# How do you plow culdesacs/ circles??? tips??



## Plow man Foster (Dec 10, 2010)

ok well we plow bout 5 sub divisions and also some other small commercial and of course the annoying driveways!
But the thing is in the subs there is about.... i would say 3 cul-de-sacs per
We plow them with a older GMC Dump truck or Chevy 2500's
And we justt clear out the whole circle (and all the people who live on the circles B****!
We point the plow out towards the Right as we go around the circle 


Is there a better way to plow these?????
I know we could use a jeep!
i've used one for like 5yrs then sold it. Miss it dearly....
We've thought about putting a belly blade on the GMC but they are like 12k
FYI we use boss plows....


----------



## Mr.Markus (Jan 7, 2010)

yeah angle the plow left... the snow will still travel right because of the direction your traveling but you'll get a wider swath...they'll still bit#$ tho....lol


----------



## bristolturf (Dec 20, 2008)

ya theres no good way to plow cul-de-sacs. What I do is I actually plow it "outwards" like you do. But I will on bigger snow storms have the trucks clean up in front of peoples drives a little for them so there isnt a big 4 ft pile of snow in front of it. Cul-de-sac has 3-4 houses on it, takes not even an extra 5 minutes.


----------



## Plow man Foster (Dec 10, 2010)

I swear i tried to tell my buddy to angle the plow left last week but he was kinda stubborn.. i guess i will have to try it myself....

And i would plow in front of everyones houses but it would take ALL DAY!!!!!
Usually we plow the snow Either left or right! All the way down the street! No way in hell could my truck plow all the snow into the circle!

and i would plow infront of peoples houses but it would take sooo long!

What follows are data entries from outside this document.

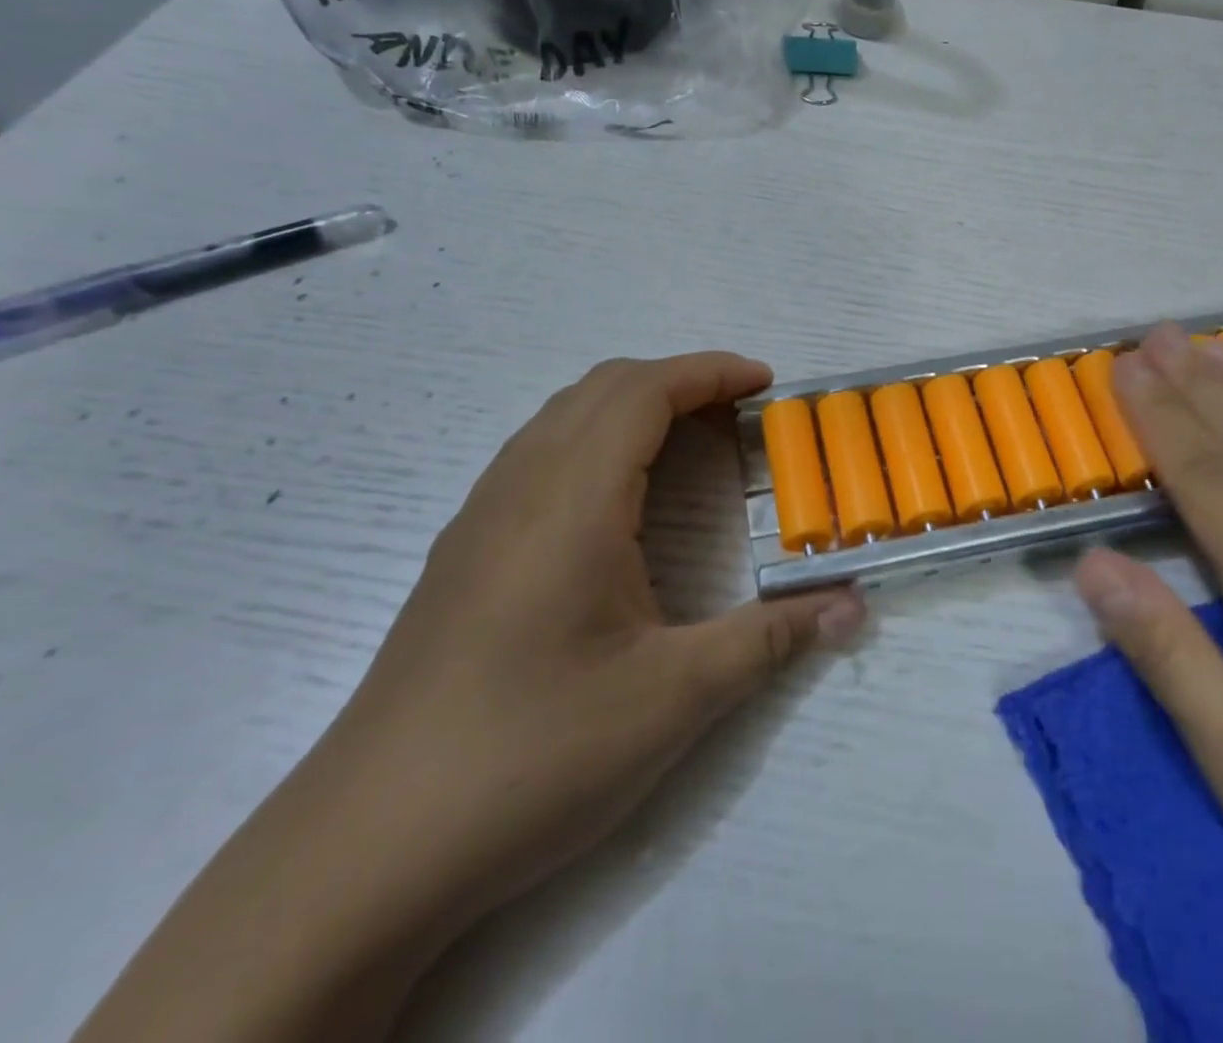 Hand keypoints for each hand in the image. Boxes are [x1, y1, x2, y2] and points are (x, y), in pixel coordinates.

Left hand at [331, 350, 866, 924]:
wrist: (368, 850)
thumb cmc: (532, 754)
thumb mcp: (674, 697)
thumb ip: (771, 638)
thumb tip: (854, 607)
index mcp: (571, 501)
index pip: (643, 391)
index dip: (710, 372)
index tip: (766, 383)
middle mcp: (519, 488)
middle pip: (602, 387)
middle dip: (679, 379)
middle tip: (739, 412)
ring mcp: (481, 519)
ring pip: (562, 416)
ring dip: (633, 406)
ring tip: (690, 441)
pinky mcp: (463, 554)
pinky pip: (537, 454)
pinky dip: (595, 439)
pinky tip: (619, 500)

But with the V if someone is standing at their driveway i like the fact how i can pull in the right side so i dont splash it in their faces but its just like all that snow is killing me!!!!!!!!!!!!!

i looked and our cutting swath is like 1FT on an 8 or 9ft blade!!!!!!!!!!!!!!


----------



## NW Snow Removal (Oct 12, 2007)

leave the snow in the middle of the cul-de-sac. make sure to plow 20 ft+ wide around the circle and then leave the snow in the middle as if it is a median. how much traffic do they actually get in a cul-de-sac. this is what the township does around here.


----------



## snowplowchick (Feb 22, 2008)

We do cul de sacs for a municipality and use blowers. If you plow with any sort of blade, people complain too much about the windrow. 

It would be an exercise in frustration to use a pickup with a blade. 

I imagine the cull de sacs are smaller in the private subdivisions so putting a pile in the middle wouldn't be allowed.


----------



## Philbilly2 (Aug 25, 2007)

Hit it on the head. It does matter what you do. The people are going to b*itch! Plowing cul-de-sacs is not possible if you cannot handle a lot of b*tching.

I plowed courts up until this year in my 2500HD Double Cab Short Bed. The trick is plow with enough weight to plow in 2wd.

I can tell you the best way that I found to plow courts is angleing the blade into the center of the street and pulling the snow away from the people's houses, and try to carry it away from the end of their driveways. They will still b*tch when you put the snow in their yards, but what can you do.

I would pull the neck of the the court down to the center of the court and then push it up into the yards down there. I had very few complaints, actually a few people called the city to let them know that I am doing a great job.


----------



## ProSeasons (Nov 30, 2000)

NW Snow Removal;1197666 said:


> leave the snow in the middle of the cul-de-sac. make sure to plow 20 ft+ wide around the circle and then leave the snow in the middle as if it is a median. how much traffic do they actually get in a cul-de-sac. this is what the township does around here.


YEAH!!! That's what they do out by my sister-in-law's house. I like it. I might try that one.


----------



## Plow man Foster (Dec 10, 2010)

snowplowchick;1197675 said:


> We do cul de sacs for a municipality and use blowers. If you plow with any sort of blade, people complain too much about the windrow.
> 
> It would be an exercise in frustration to use a pickup with a blade.
> 
> *I imagine the cull de sacs are smaller in the private subdivisions so putting a pile in the middle wouldn't be allowed*d.


YES!!!!!!!!!!!!!!
I kinda know what you guys mean but these streets are WAYY to small for that!
I guess like 40" across (only 2 lanes!) If i did that I would be in the middle of the street!


----------



## Florida08 (Dec 16, 2010)

I live in a cul-de-sac and have for the past 20 years. The city plows down our street and pushes the snow off into my yard. Then he backs up and goes into the yard next to mine. Everyone in the cul-de-sac has lived here for a while and we are used to having piles at the end of our driveway.


----------



## Dunnergunner (Jan 21, 2020)

This post is older than dirt, but I will tell you how blade these. The first couple of years plowing alleys,deadends and culdesacs I took advice from veterans and wasn't gaining much ground doing it the old way. I started messing with some different methods and here's my way that actually managed to receive compliments to my municipal employer about me. If theres a median or center circle start on backside pushing snow closer to center circle and straight away, once the backside is pushed to the half way point push the sides with blade angled towards center circle while driving towards straight away once the portion of the sides is in the middle of the straight away push up on center circle and bam no windrows and a clean culdesac, when you get it down you will have enough time to back blade any flurries by mailboxes and driveways.


----------